## Exercise objective:
Retype each entry. Leave every word as it is.

(Beginning of Dataset entries)

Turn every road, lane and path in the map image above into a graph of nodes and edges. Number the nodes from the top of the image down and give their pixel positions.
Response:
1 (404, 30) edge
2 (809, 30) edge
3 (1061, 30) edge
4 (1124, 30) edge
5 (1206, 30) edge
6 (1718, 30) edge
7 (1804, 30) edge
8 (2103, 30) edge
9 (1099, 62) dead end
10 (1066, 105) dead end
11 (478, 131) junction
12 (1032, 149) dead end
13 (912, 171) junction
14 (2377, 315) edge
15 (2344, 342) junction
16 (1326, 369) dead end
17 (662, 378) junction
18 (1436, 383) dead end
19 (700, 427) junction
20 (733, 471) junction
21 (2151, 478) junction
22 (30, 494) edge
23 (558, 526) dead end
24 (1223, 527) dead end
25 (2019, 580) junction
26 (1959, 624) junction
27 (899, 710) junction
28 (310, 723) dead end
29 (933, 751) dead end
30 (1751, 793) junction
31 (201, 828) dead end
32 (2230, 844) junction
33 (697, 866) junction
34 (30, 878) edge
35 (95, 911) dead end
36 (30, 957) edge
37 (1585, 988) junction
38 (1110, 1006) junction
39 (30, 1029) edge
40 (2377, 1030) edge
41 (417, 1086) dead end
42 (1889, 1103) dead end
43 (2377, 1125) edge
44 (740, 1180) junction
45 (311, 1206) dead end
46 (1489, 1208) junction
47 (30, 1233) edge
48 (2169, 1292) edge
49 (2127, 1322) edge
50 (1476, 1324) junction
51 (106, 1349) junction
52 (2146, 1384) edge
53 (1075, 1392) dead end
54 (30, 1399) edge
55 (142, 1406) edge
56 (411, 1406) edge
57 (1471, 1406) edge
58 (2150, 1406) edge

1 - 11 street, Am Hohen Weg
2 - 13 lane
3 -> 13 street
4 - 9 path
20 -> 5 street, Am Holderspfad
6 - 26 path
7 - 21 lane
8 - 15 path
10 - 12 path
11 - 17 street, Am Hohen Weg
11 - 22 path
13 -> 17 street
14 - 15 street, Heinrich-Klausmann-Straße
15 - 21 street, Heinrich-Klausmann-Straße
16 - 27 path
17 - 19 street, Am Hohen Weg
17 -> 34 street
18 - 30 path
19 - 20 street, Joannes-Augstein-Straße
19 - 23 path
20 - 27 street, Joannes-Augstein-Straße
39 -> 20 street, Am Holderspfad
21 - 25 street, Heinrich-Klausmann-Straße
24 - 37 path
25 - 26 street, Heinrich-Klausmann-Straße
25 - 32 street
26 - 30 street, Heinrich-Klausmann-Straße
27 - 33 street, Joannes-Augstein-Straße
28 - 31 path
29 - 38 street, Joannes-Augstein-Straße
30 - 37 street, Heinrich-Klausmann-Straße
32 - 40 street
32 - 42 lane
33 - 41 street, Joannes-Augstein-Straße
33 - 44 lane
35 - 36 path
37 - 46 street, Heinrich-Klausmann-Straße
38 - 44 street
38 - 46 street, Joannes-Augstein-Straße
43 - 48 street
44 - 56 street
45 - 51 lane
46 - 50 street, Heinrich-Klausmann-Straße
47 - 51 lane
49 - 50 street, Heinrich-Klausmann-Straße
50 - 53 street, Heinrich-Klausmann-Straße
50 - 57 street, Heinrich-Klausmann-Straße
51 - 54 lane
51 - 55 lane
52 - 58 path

(End of Dataset entries)

## Exercise solution:
Turn every road, lane and path in the map image above into a graph of nodes and edges. Number the nodes from the top of the image down and give their pixel positions.
Response:
1 (404, 30) edge
2 (809, 30) edge
3 (1061, 30) edge
4 (1124, 30) edge
5 (1206, 30) edge
6 (1718, 30) edge
7 (1804, 30) edge
8 (2103, 30) edge
9 (1099, 62) dead end
10 (1066, 105) dead end
11 (478, 131) junction
12 (1032, 149) dead end
13 (912, 171) junction
14 (2377, 315) edge
15 (2344, 342) junction
16 (1326, 369) dead end
17 (662, 378) junction
18 (1436, 383) dead end
19 (700, 427) junction
20 (733, 471) junction
21 (2151, 478) junction
22 (30, 494) edge
23 (558, 526) dead end
24 (1223, 527) dead end
25 (2019, 580) junction
26 (1959, 624) junction
27 (899, 710) junction
28 (310, 723) dead end
29 (933, 751) dead end
30 (1751, 793) junction
31 (201, 828) dead end
32 (2230, 844) junction
33 (697, 866) junction
34 (30, 878) edge
35 (95, 911) dead end
36 (30, 957) edge
37 (1585, 988) junction
38 (1110, 1006) junction
39 (30, 1029) edge
40 (2377, 1030) edge
41 (417, 1086) dead end
42 (1889, 1103) dead end
43 (2377, 1125) edge
44 (740, 1180) junction
45 (311, 1206) dead end
46 (1489, 1208) junction
47 (30, 1233) edge
48 (2169, 1292) edge
49 (2127, 1322) edge
50 (1476, 1324) junction
51 (106, 1349) junction
52 (2146, 1384) edge
53 (1075, 1392) dead end
54 (30, 1399) edge
55 (142, 1406) edge
56 (411, 1406) edge
57 (1471, 1406) edge
58 (2150, 1406) edge

1 - 11 street, Am Hohen Weg
2 - 13 lane
3 -> 13 street
4 - 9 path
20 -> 5 street, Am Holderspfad
6 - 26 path
7 - 21 lane
8 - 15 path
10 - 12 path
11 - 17 street, Am Hohen Weg
11 - 22 path
13 -> 17 street
14 - 15 street, Heinrich-Klausmann-Straße
15 - 21 street, Heinrich-Klausmann-Straße
16 - 27 path
17 - 19 street, Am Hohen Weg
17 -> 34 street
18 - 30 path
19 - 20 street, Joannes-Augstein-Straße
19 - 23 path
20 - 27 street, Joannes-Augstein-Straße
39 -> 20 street, Am Holderspfad
21 - 25 street, Heinrich-Klausmann-Straße
24 - 37 path
25 - 26 street, Heinrich-Klausmann-Straße
25 - 32 street
26 - 30 street, Heinrich-Klausmann-Straße
27 - 33 street, Joannes-Augstein-Straße
28 - 31 path
29 - 38 street, Joannes-Augstein-Straße
30 - 37 street, Heinrich-Klausmann-Straße
32 - 40 street
32 - 42 lane
33 - 41 street, Joannes-Augstein-Straße
33 - 44 lane
35 - 36 path
37 - 46 street, Heinrich-Klausmann-Straße
38 - 44 street
38 - 46 street, Joannes-Augstein-Straße
43 - 48 street
44 - 56 street
45 - 51 lane
46 - 50 street, Heinrich-Klausmann-Straße
47 - 51 lane
49 - 50 street, Heinrich-Klausmann-Straße
50 - 53 street, Heinrich-Klausmann-Straße
50 - 57 street, Heinrich-Klausmann-Straße
51 - 54 lane
51 - 55 lane
52 - 58 path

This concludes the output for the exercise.